Department of Intensive Care Unit, Shenzhen Hospital, Southern Medical University, Shenzhen, China.
Ann Transl Med. 2021 Feb;9(4):323. doi: 10.21037/atm-20-5723.
This study aimed to develop and validate a model for mortality risk stratification of intensive care unit (ICU) patients with acute kidney injury (AKI) using the machine learning technique.
Eligible data were extracted from the Medical Information Mart for Intensive Care (MIMIC-III) database. Calibration, discrimination, and risk classification for mortality prediction were evaluated using conventional scoring systems and the new algorithm. A 10-fold cross-validation was performed. The predictive models were externally validated using the eICU database and also patients treated at the Second People's Hospital of Shenzhen between January 2015 to October 2018.
For the new model, the areas under the receiver operating characteristic curves (AUROCs) for mortality during hospitalization and at 28 and 90 days after discharge were 0.91, 0.87, and 0.87, respectively, which were higher than for the Simplified Acute Physiology Score (SAPS II) and Sequential Organ Failure Assessment (SOFA). For external validation, the AUROC was 0.82 for in-hospital mortality, higher than SOFA, SAPS II, and Acute Physiology and Chronic Health Evaluation (APACHE) IV in the eICU database, but for the 28- and 90-day mortality, the new model had AUROCs (0.79 and 0.80, respectively) similar to that of SAPS II in the SZ2 database. The reclassification indexes were superior for the new model compared with the conventional scoring systems.

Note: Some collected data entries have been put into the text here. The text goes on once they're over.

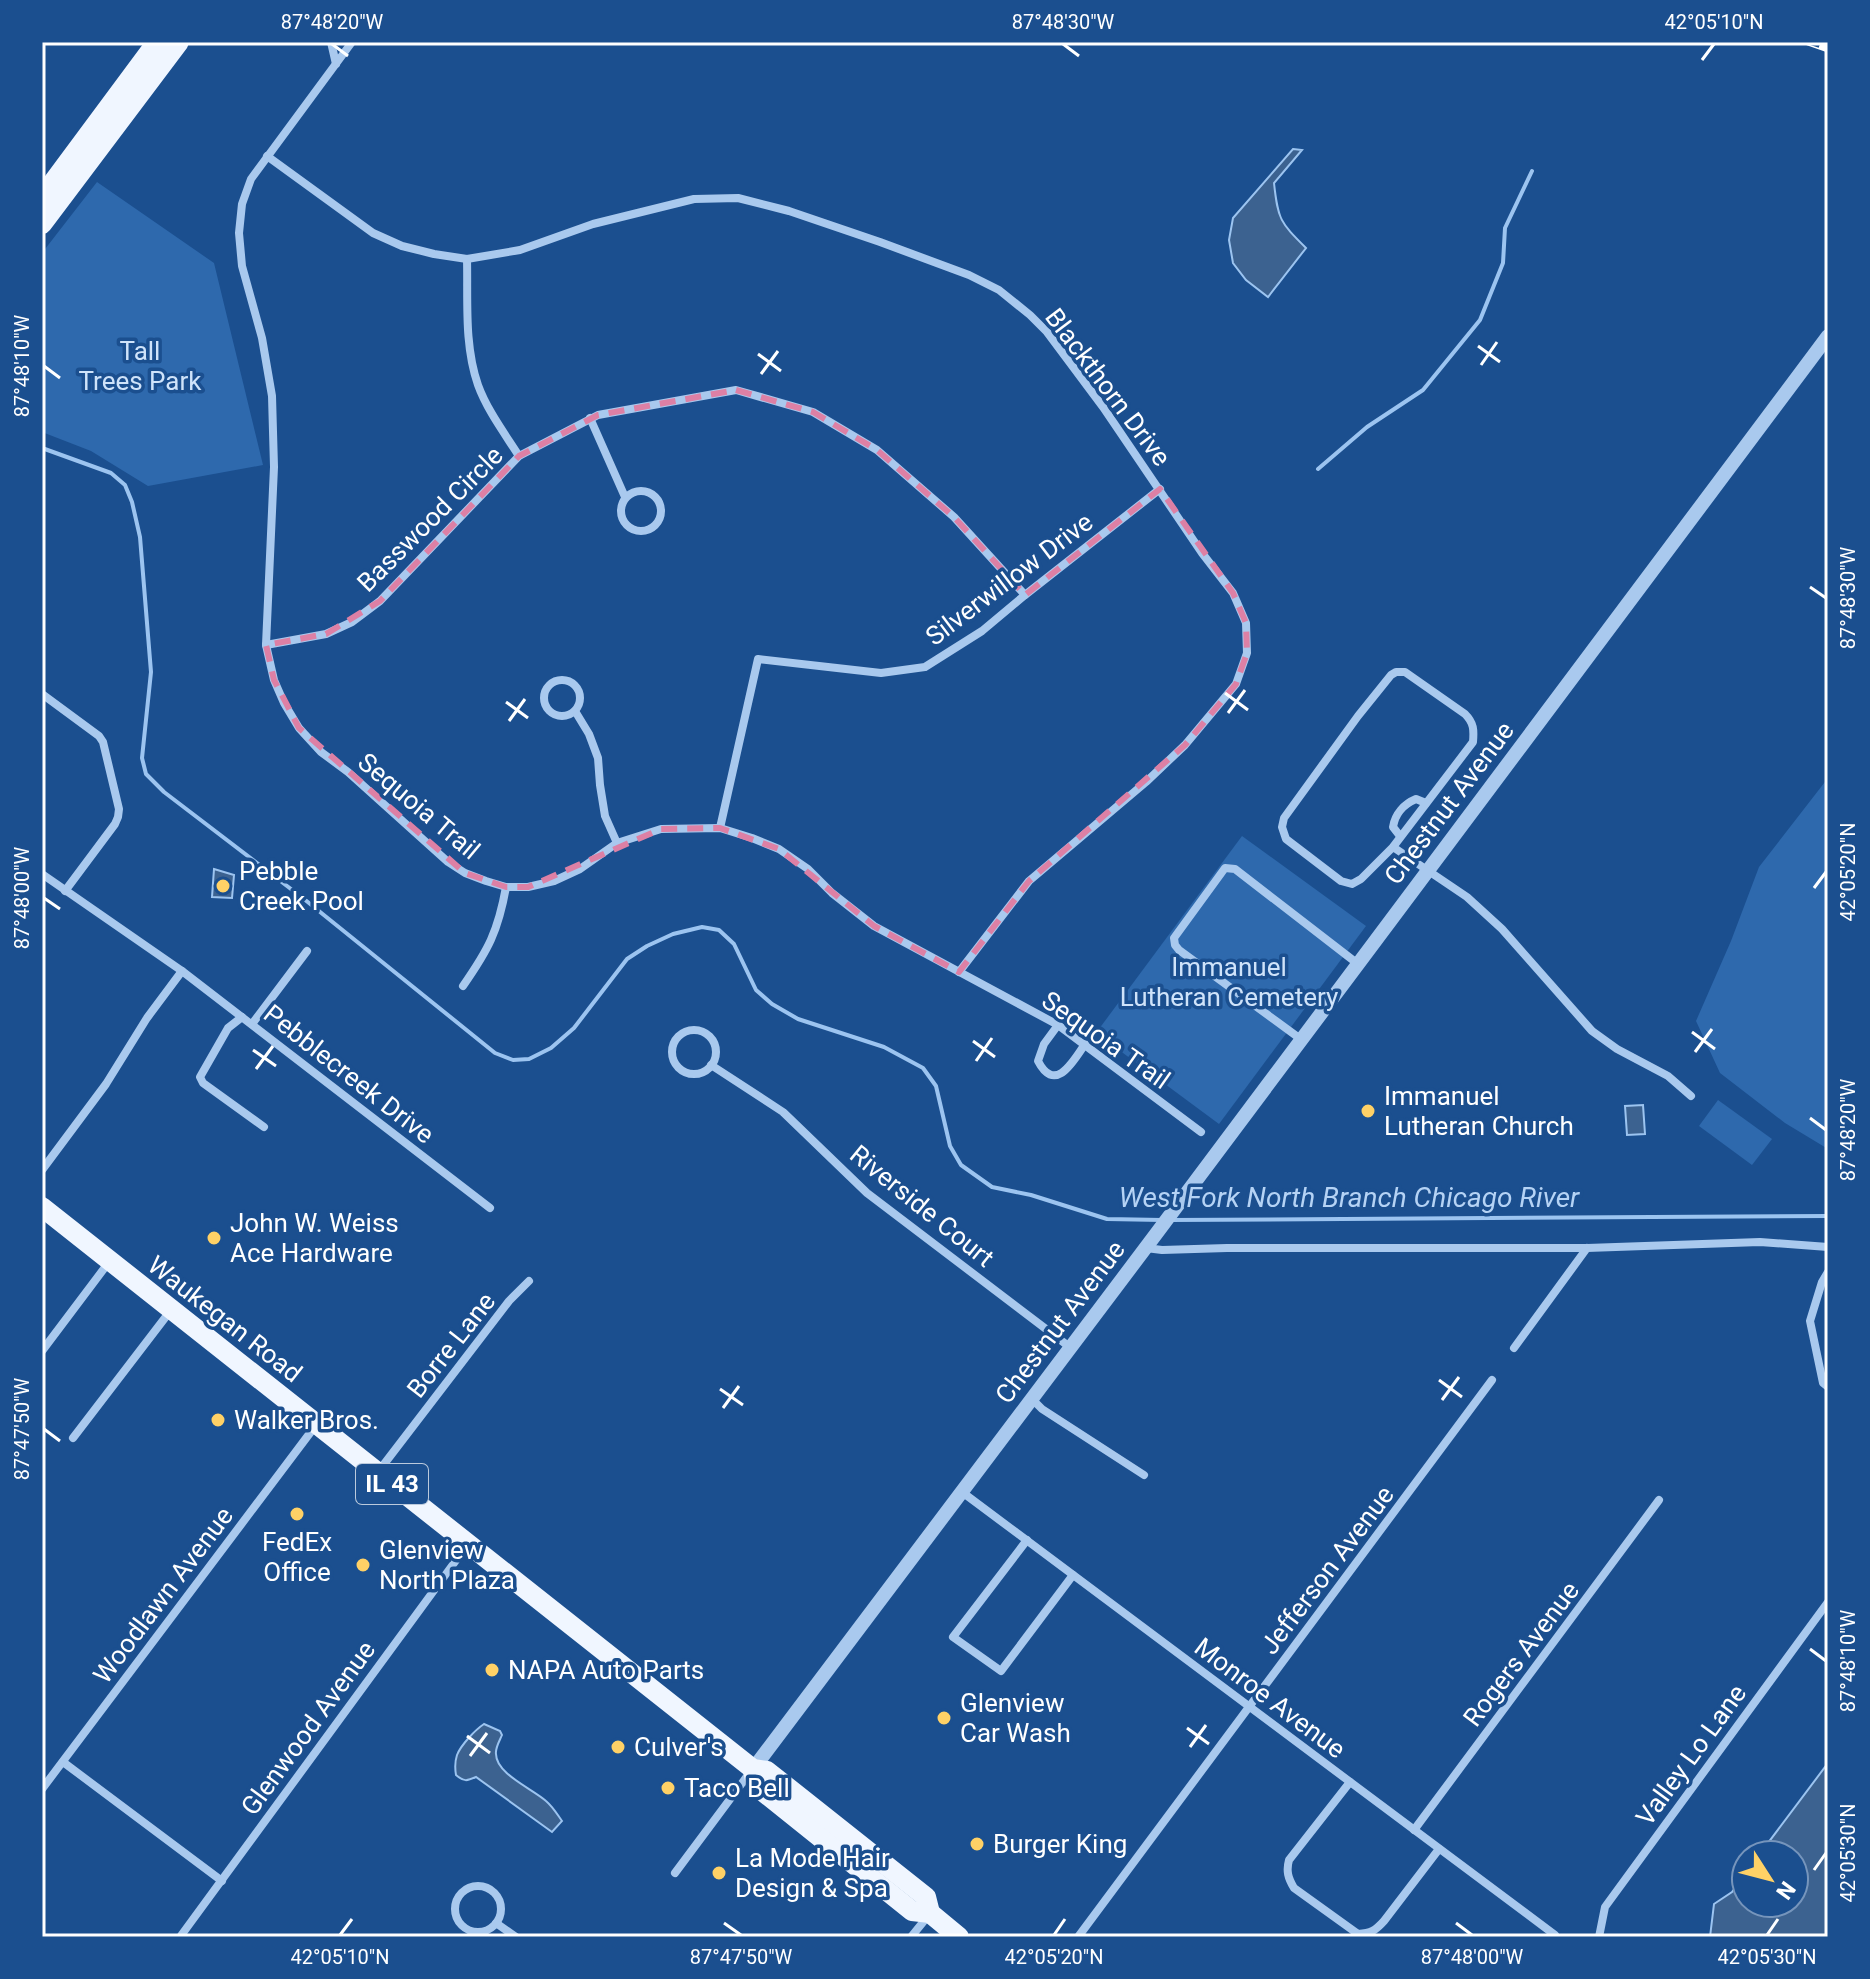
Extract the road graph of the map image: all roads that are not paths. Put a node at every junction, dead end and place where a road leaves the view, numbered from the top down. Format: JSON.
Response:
{"nodes":[{"id":1,"x":157,"y":42,"type":"edge"},
{"id":2,"x":179,"y":42,"type":"edge"},
{"id":3,"x":331,"y":42,"type":"edge"},
{"id":4,"x":352,"y":42,"type":"edge"},
{"id":5,"x":336,"y":64,"type":"junction"},
{"id":6,"x":267,"y":156,"type":"junction"},
{"id":7,"x":42,"y":197,"type":"edge"},
{"id":8,"x":42,"y":224,"type":"edge"},
{"id":9,"x":467,"y":259,"type":"junction"},
{"id":10,"x":1828,"y":336,"type":"edge"},
{"id":11,"x":590,"y":418,"type":"junction"},
{"id":12,"x":519,"y":456,"type":"junction"},
{"id":13,"x":1160,"y":489,"type":"junction"},
{"id":14,"x":625,"y":497,"type":"junction"},
{"id":15,"x":1025,"y":595,"type":"junction"},
{"id":16,"x":266,"y":645,"type":"junction"},
{"id":17,"x":42,"y":694,"type":"edge"},
{"id":18,"x":575,"y":711,"type":"junction"},
{"id":19,"x":1426,"y":803,"type":"junction"},
{"id":20,"x":720,"y":828,"type":"junction"},
{"id":21,"x":1400,"y":836,"type":"junction"},
{"id":22,"x":617,"y":843,"type":"junction"},
{"id":23,"x":1393,"y":847,"type":"junction"},
{"id":24,"x":1430,"y":870,"type":"junction"},
{"id":25,"x":42,"y":874,"type":"edge"},
{"id":26,"x":506,"y":887,"type":"junction"},
{"id":27,"x":65,"y":891,"type":"junction"},
{"id":28,"x":307,"y":951,"type":"dead end"},
{"id":29,"x":1358,"y":964,"type":"junction"},
{"id":30,"x":182,"y":971,"type":"junction"},
{"id":31,"x":959,"y":972,"type":"junction"},
{"id":32,"x":463,"y":986,"type":"dead end"},
{"id":33,"x":242,"y":1017,"type":"junction"},
{"id":34,"x":252,"y":1024,"type":"junction"},
{"id":35,"x":1058,"y":1025,"type":"junction"},
{"id":36,"x":1302,"y":1040,"type":"junction"},
{"id":37,"x":1085,"y":1044,"type":"junction"},
{"id":38,"x":711,"y":1065,"type":"junction"},
{"id":39,"x":1691,"y":1096,"type":"dead end"},
{"id":40,"x":264,"y":1127,"type":"dead end"},
{"id":41,"x":1201,"y":1132,"type":"dead end"},
{"id":42,"x":42,"y":1170,"type":"edge"},
{"id":43,"x":42,"y":1207,"type":"edge"},
{"id":44,"x":490,"y":1208,"type":"dead end"},
{"id":45,"x":1828,"y":1247,"type":"edge"},
{"id":46,"x":1146,"y":1248,"type":"junction"},
{"id":47,"x":1587,"y":1248,"type":"junction"},
{"id":48,"x":110,"y":1261,"type":"junction"},
{"id":49,"x":1828,"y":1272,"type":"edge"},
{"id":50,"x":529,"y":1281,"type":"dead end"},
{"id":51,"x":172,"y":1310,"type":"junction"},
{"id":52,"x":1071,"y":1348,"type":"junction"},
{"id":53,"x":1514,"y":1348,"type":"dead end"},
{"id":54,"x":42,"y":1351,"type":"edge"},
{"id":55,"x":1492,"y":1380,"type":"dead end"},
{"id":56,"x":1828,"y":1387,"type":"edge"},
{"id":57,"x":1032,"y":1399,"type":"junction"},
{"id":58,"x":317,"y":1424,"type":"junction"},
{"id":59,"x":73,"y":1438,"type":"dead end"},
{"id":60,"x":378,"y":1473,"type":"junction"},
{"id":61,"x":1144,"y":1475,"type":"dead end"},
{"id":62,"x":962,"y":1492,"type":"junction"},
{"id":63,"x":1659,"y":1500,"type":"dead end"},
{"id":64,"x":1027,"y":1540,"type":"junction"},
{"id":65,"x":468,"y":1544,"type":"junction"},
{"id":66,"x":1073,"y":1575,"type":"junction"},
{"id":67,"x":1828,"y":1602,"type":"edge"},
{"id":68,"x":1249,"y":1707,"type":"junction"},
{"id":69,"x":63,"y":1762,"type":"junction"},
{"id":70,"x":753,"y":1769,"type":"junction"},
{"id":71,"x":1350,"y":1782,"type":"junction"},
{"id":72,"x":42,"y":1789,"type":"edge"},
{"id":73,"x":1414,"y":1830,"type":"junction"},
{"id":74,"x":1439,"y":1849,"type":"junction"},
{"id":75,"x":675,"y":1873,"type":"dead end"},
{"id":76,"x":222,"y":1881,"type":"junction"},
{"id":77,"x":930,"y":1913,"type":"junction"},
{"id":78,"x":496,"y":1923,"type":"junction"},
{"id":79,"x":1555,"y":1935,"type":"edge"},
{"id":80,"x":180,"y":1937,"type":"edge"},
{"id":81,"x":516,"y":1937,"type":"edge"},
{"id":82,"x":911,"y":1937,"type":"edge"},
{"id":83,"x":959,"y":1937,"type":"edge"},
{"id":84,"x":1078,"y":1937,"type":"edge"},
{"id":85,"x":1599,"y":1937,"type":"edge"}],
"edges":[{"from":1,"to":7,"type":"main road"},
{"from":2,"to":8,"type":"main road"},
{"from":3,"to":5,"type":"street"},
{"from":4,"to":5,"type":"street","name":"Sequoia Trail"},
{"from":5,"to":6,"type":"street","name":"Sequoia Trail"},
{"from":6,"to":9,"type":"street","name":"Blackthorn Drive"},
{"from":6,"to":16,"type":"street","name":"Sequoia Trail"},
{"from":9,"to":12,"type":"street"},
{"from":9,"to":13,"type":"street","name":"Blackthorn Drive"},
{"from":10,"to":24,"type":"street","name":"Chestnut Avenue"},
{"from":11,"to":12,"type":"street","name":"Basswood Circle"},
{"from":11,"to":14,"type":"street"},
{"from":11,"to":15,"type":"street","name":"Basswood Circle"},
{"from":12,"to":16,"type":"street","name":"Basswood Circle"},
{"from":13,"to":15,"type":"street","name":"Silverwillow Drive"},
{"from":13,"to":31,"type":"street","name":"Blackthorn Drive"},
{"from":14,"to":14,"type":"street"},
{"from":15,"to":20,"type":"street","name":"Silverwillow Drive"},
{"from":16,"to":26,"type":"street","name":"Sequoia Trail"},
{"from":17,"to":27,"type":"street"},
{"from":18,"to":18,"type":"street"},
{"from":18,"to":22,"type":"street"},
{"from":19,"to":21,"type":"street"},
{"from":19,"to":21,"type":"street"},
{"from":19,"to":23,"type":"street"},
{"from":20,"to":22,"type":"street","name":"Sequoia Trail"},
{"from":20,"to":31,"type":"street","name":"Sequoia Trail"},
{"from":21,"to":23,"type":"street"},
{"from":22,"to":26,"type":"street","name":"Sequoia Trail"},
{"from":23,"to":24,"type":"street"},
{"from":24,"to":29,"type":"street","name":"Chestnut Avenue"},
{"from":24,"to":39,"type":"street"},
{"from":25,"to":27,"type":"street","name":"Pebblecreek Drive"},
{"from":26,"to":32,"type":"street"},
{"from":27,"to":30,"type":"street","name":"Pebblecreek Drive"},
{"from":28,"to":34,"type":"street"},
{"from":29,"to":36,"type":"street","name":"Chestnut Avenue"},
{"from":29,"to":36,"type":"street"},
{"from":30,"to":33,"type":"street","name":"Pebblecreek Drive"},
{"from":30,"to":42,"type":"street"},
{"from":31,"to":35,"type":"street","name":"Sequoia Trail"},
{"from":33,"to":34,"type":"street","name":"Pebblecreek Drive"},
{"from":33,"to":40,"type":"street"},
{"from":34,"to":44,"type":"street","name":"Pebblecreek Drive"},
{"from":35,"to":37,"type":"street","name":"Sequoia Trail"},
{"from":35,"to":37,"type":"street"},
{"from":36,"to":46,"type":"street","name":"Chestnut Avenue"},
{"from":37,"to":41,"type":"street","name":"Sequoia Trail"},
{"from":38,"to":38,"type":"street"},
{"from":38,"to":52,"type":"street","name":"Riverside Court"},
{"from":43,"to":48,"type":"main road","name":"Waukegan Road","number":"IL 43"},
{"from":45,"to":47,"type":"street"},
{"from":46,"to":47,"type":"street"},
{"from":46,"to":52,"type":"street","name":"Chestnut Avenue"},
{"from":47,"to":53,"type":"street"},
{"from":48,"to":51,"type":"main road","name":"Waukegan Road","number":"IL 43"},
{"from":48,"to":54,"type":"street"},
{"from":49,"to":56,"type":"street"},
{"from":50,"to":60,"type":"street","name":"Borre Lane"},
{"from":51,"to":58,"type":"main road","name":"Waukegan Road","number":"IL 43"},
{"from":51,"to":59,"type":"street"},
{"from":52,"to":57,"type":"street","name":"Chestnut Avenue"},
{"from":55,"to":68,"type":"street","name":"Jefferson Avenue"},
{"from":57,"to":61,"type":"street"},
{"from":57,"to":62,"type":"street","name":"Chestnut Avenue"},
{"from":58,"to":60,"type":"main road","name":"Waukegan Road","number":"IL 43"},
{"from":58,"to":69,"type":"street","name":"Woodlawn Avenue"},
{"from":60,"to":65,"type":"main road","name":"Waukegan Road","number":"IL 43"},
{"from":62,"to":64,"type":"street","name":"Monroe Avenue"},
{"from":62,"to":70,"type":"street","name":"Chestnut Avenue"},
{"from":63,"to":73,"type":"street","name":"Rogers Avenue"},
{"from":64,"to":66,"type":"street","name":"Monroe Avenue"},
{"from":64,"to":66,"type":"street"},
{"from":65,"to":70,"type":"main road","name":"Waukegan Road","number":"IL 43"},
{"from":65,"to":76,"type":"street","name":"Glenwood Avenue"},
{"from":66,"to":68,"type":"street","name":"Monroe Avenue"},
{"from":67,"to":85,"type":"street","name":"Valley Lo Lane"},
{"from":68,"to":71,"type":"street","name":"Monroe Avenue"},
{"from":68,"to":84,"type":"street","name":"Jefferson Avenue"},
{"from":69,"to":72,"type":"street","name":"Woodlawn Avenue"},
{"from":69,"to":76,"type":"street"},
{"from":70,"to":75,"type":"street","name":"Chestnut Avenue"},
{"from":70,"to":77,"type":"main road","name":"Waukegan Road","number":"IL 43"},
{"from":71,"to":73,"type":"street","name":"Monroe Avenue"},
{"from":71,"to":74,"type":"street"},
{"from":73,"to":74,"type":"street","name":"Monroe Avenue"},
{"from":74,"to":79,"type":"street","name":"Monroe Avenue"},
{"from":76,"to":80,"type":"street","name":"Glenwood Avenue"},
{"from":77,"to":82,"type":"street"},
{"from":77,"to":83,"type":"main road","name":"Waukegan Road","number":"IL 43"},
{"from":78,"to":78,"type":"street"},
{"from":78,"to":81,"type":"street"}]}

The new risk stratification model shows high performance in predicting mortality in ICU patients with AKI.
本研究旨在利用机器学习技术开发并验证一种用于急性肾损伤(AKI)重症监护病房(ICU)患者死亡风险分层的模型。

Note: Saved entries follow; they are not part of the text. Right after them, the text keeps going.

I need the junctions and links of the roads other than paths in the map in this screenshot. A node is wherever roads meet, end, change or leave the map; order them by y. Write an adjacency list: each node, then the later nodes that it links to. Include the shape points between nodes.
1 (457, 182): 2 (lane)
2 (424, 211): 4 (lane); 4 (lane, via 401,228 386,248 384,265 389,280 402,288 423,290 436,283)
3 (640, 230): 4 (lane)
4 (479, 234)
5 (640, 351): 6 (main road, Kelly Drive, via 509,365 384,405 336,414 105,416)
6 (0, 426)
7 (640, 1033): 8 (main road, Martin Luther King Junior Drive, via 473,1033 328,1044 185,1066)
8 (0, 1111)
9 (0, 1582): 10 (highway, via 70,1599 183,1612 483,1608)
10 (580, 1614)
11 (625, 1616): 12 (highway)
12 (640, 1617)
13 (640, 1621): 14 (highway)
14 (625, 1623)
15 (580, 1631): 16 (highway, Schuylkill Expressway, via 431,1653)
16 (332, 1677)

从重症监护医学信息集市(MIMIC-III)数据库中提取符合条件的数据。使用传统评分系统和新算法评估死亡率预测的校准、区分度和风险分类。进行10倍交叉验证。使用eICU数据库以及2015年1月至2018年10月在深圳市第二人民医院接受治疗的患者对预测模型进行外部验证。
对于新模型,住院期间以及出院后28天和90天死亡率的受试者工作特征曲线下面积(AUROC)分别为0.91、0.87和0.87,高于简化急性生理学评分(SAPS II)和序贯器官衰竭评估(SOFA)。对于外部验证,住院死亡率的AUROC为0.82,高于eICU数据库中的SOFA、SAPS II和急性生理学与慢性健康状况评估(APACHE)IV,但对于28天和90天死亡率,新模型的AUROC(分别为0.79和0.80)与SZ2数据库中SAPS II的相似。与传统评分系统相比,新模型的重新分类指数更优。
新的风险分层模型在预测AKI的ICU患者死亡率方面表现出高性能。